I have had a half dozen of these beauties for close to a year and a half now(and they were reasonably large when I got them). I also got a juvie recently that came mixed in with cherries/tigers/BB but all mine are female. Does anyone know how long they live? And also if its difficult to find males? I really want to breed them but without any males I dont think they will be gracing my tank for much longer 

Heres a pic of two of them.


----------



## ~T~ (Dec 18, 2006)

Anyone?


----------



## A Hill (Jul 25, 2005)

I would think their lifespan would be similar to those of cherry shrimp's.

I would try and talk to your LFS and see if they can try and special order you some more, hopefully resulting in some males. The reason you probably can't find any is they're less colorful and the collectors don't bother with them.

-Andrew


----------



## ~T~ (Dec 18, 2006)

A Hill said:


> I would think their lifespan would be similar to those of cherry shrimp's.
> 
> I would try and talk to your LFS and see if they can try and special order you some more, hopefully resulting in some males. The reason you probably can't find any is they're less colorful and the collectors don't bother with them.
> 
> -Andrew


Thanks man, I have found my cherrys tend to live about 6 months alough its difficult to tell individuals so I might have had some for longer. Do they look like regular malayas to you as the ones I have seen on here look darker/drabber.


----------



## fishymatty (Feb 25, 2007)

If I'm not mistaken the rainbow shrimp will cross breed with the cherries resulting in a brown shrimp. 
I think I bought rainbow shrimp one time and I got a few that look like that and a bunch that are brown.


----------



## ~T~ (Dec 18, 2006)

fishymatty said:


> If I'm not mistaken the rainbow shrimp will cross breed with the cherries resulting in a brown shrimp.
> I think I bought rainbow shrimp one time and I got a few that look like that and a bunch that are brown.


Nup they dont cross with cherries, never had any berried ones. Are they not a different species/genus anyway?


----------



## Dwarfpufferfish (May 29, 2004)

Well, the problem with “Rainbow Shrimp” is they are much like “Ghost Shrimp”. Dealers have no idea what shrimp they actually have so they slap a generic name on them. I have seen “Rainbow Shrimp” that are everything from Neocaridina heteropoda all the way to Caridina multidentata!


----------



## customdrumfinishes (Apr 4, 2008)

the big red shrimp looks like the one i have. i dont think there malaysian though who knows anymore? lol. as the one red has changed to blue green today while sitting on some green plants and turned red sitting on some driftwood.
im asked my lfs to get somemore next week hopefully they will. after looking at 30 pics of malayan/rainbow shrimp im thinking thats what they are like the ones i have but im still wondering.
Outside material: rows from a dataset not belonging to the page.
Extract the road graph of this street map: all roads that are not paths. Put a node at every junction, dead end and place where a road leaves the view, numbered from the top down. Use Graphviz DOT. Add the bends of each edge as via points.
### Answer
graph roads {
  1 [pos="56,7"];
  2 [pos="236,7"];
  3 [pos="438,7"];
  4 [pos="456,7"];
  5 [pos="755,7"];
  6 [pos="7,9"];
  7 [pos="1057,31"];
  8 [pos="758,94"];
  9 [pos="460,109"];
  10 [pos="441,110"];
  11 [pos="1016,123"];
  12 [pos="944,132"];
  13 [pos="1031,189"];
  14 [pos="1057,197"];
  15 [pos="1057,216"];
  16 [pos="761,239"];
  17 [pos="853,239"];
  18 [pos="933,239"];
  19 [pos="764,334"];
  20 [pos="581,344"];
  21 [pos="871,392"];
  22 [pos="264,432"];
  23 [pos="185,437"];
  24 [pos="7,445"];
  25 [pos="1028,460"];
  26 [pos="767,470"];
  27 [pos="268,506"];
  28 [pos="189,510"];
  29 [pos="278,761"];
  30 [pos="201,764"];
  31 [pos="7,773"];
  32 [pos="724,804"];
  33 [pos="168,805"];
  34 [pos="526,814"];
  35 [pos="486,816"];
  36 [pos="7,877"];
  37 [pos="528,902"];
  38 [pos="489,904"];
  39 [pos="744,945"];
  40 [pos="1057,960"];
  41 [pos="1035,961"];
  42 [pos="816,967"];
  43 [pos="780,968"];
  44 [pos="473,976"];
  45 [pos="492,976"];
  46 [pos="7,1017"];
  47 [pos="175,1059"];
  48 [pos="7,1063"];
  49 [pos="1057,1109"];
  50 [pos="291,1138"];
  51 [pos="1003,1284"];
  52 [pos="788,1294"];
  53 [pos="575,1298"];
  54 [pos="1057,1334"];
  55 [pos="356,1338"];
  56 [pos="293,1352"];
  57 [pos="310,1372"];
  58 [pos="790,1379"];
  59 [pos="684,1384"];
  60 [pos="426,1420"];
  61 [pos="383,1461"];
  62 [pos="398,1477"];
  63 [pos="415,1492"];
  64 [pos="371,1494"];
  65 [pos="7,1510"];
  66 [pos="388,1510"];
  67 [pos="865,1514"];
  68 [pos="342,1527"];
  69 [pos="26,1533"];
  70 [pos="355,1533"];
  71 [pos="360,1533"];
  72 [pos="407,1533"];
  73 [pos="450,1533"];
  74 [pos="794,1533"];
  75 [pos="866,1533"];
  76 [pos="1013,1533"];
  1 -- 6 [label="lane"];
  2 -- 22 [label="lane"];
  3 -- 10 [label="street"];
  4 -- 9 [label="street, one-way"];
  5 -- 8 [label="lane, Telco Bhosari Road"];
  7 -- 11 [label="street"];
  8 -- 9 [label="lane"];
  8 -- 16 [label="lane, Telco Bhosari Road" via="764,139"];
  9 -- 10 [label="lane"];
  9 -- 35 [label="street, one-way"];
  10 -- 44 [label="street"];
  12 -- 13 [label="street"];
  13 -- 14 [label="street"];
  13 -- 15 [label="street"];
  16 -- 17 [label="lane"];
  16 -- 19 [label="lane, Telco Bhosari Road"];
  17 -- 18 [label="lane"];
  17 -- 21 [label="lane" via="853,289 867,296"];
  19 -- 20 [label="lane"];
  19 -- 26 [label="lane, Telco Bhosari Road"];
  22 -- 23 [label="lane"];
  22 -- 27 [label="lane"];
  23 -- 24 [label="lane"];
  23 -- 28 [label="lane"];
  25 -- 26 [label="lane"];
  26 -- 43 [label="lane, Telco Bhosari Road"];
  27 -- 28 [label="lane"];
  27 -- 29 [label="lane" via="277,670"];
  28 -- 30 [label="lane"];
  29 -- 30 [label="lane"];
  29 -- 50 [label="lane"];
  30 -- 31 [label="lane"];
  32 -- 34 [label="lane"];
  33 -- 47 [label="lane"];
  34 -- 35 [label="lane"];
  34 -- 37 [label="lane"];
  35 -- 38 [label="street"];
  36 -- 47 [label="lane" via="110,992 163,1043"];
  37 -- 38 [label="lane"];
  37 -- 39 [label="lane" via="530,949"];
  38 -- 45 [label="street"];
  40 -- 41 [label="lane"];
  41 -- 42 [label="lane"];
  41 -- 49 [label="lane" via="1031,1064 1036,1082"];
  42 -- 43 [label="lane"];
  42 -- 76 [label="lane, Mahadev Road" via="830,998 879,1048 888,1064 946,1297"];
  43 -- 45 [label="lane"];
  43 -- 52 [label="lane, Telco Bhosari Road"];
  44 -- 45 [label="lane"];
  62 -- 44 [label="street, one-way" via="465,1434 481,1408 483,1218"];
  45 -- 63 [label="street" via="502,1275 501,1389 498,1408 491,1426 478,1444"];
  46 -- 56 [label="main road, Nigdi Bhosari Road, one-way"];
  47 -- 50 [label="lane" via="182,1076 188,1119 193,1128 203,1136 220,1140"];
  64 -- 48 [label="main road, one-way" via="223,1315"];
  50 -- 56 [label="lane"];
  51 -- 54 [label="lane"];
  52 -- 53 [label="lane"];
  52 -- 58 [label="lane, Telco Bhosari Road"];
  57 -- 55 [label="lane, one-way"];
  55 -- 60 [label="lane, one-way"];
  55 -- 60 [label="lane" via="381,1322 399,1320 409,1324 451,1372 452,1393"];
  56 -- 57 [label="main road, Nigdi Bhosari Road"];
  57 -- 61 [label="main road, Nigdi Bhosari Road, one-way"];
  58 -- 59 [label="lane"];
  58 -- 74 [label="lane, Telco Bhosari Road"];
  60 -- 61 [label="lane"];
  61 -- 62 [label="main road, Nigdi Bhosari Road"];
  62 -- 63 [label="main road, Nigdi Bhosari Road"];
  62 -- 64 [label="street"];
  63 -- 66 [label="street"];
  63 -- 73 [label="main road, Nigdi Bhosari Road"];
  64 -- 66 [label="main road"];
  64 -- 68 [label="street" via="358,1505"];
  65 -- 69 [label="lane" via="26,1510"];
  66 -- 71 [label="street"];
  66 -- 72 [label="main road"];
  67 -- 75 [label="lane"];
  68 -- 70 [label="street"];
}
i see azgardens sells these shrimp as rainbow shrimp and says they change colors. so they must be malaysian/rainbow shrimp. caridina species.


----------



## customdrumfinishes (Apr 4, 2008)

friend of mine has one of these red malayian/something shrimp that is 4 years old, ive read they out live most shrimp. i think 4 years is a long time for a shrimp.


----------



## A Hill (Jul 25, 2005)

Dwarfpufferfish said:


> Well, the problem with “Rainbow Shrimp” is they are much like “Ghost Shrimp”. Dealers have no idea what shrimp they actually have so they slap a generic name on them. I have seen “Rainbow Shrimp” that are everything from Neocaridina heteropoda all the way to Caridina multidentata!


Thats what I've been thinking, trying to remember if I'm thinking right 

I think (its a bit fuzzy here) that Malaysian shrimp are different from 'rainbow' shrimp generally by breeding form, "rainbow" are usually high and Malaysian are low, but my memory may be incorrect...

-Andrew


----------



## migs_hernan (Jan 12, 2013)

Hi! I have I guess 15 of these so called Malaysian Rainbow Shrimps in my 20 gal planted tank. I got them from the wild here in the Philippines. I think I can call them Philippine Rainbow Shrimps just because they are originally from the Philippines as I caught them here. Hehe.








Rainbow Shrimp

It's so easy to find and catch them. They hide under rocks in the river stream and all you have to do is to lift the rock and presto, a Rainbow Shrimp is present but not all the time. You can catch them using a fishnet and by blocking their way by your hands and then lead them to your fishnet. 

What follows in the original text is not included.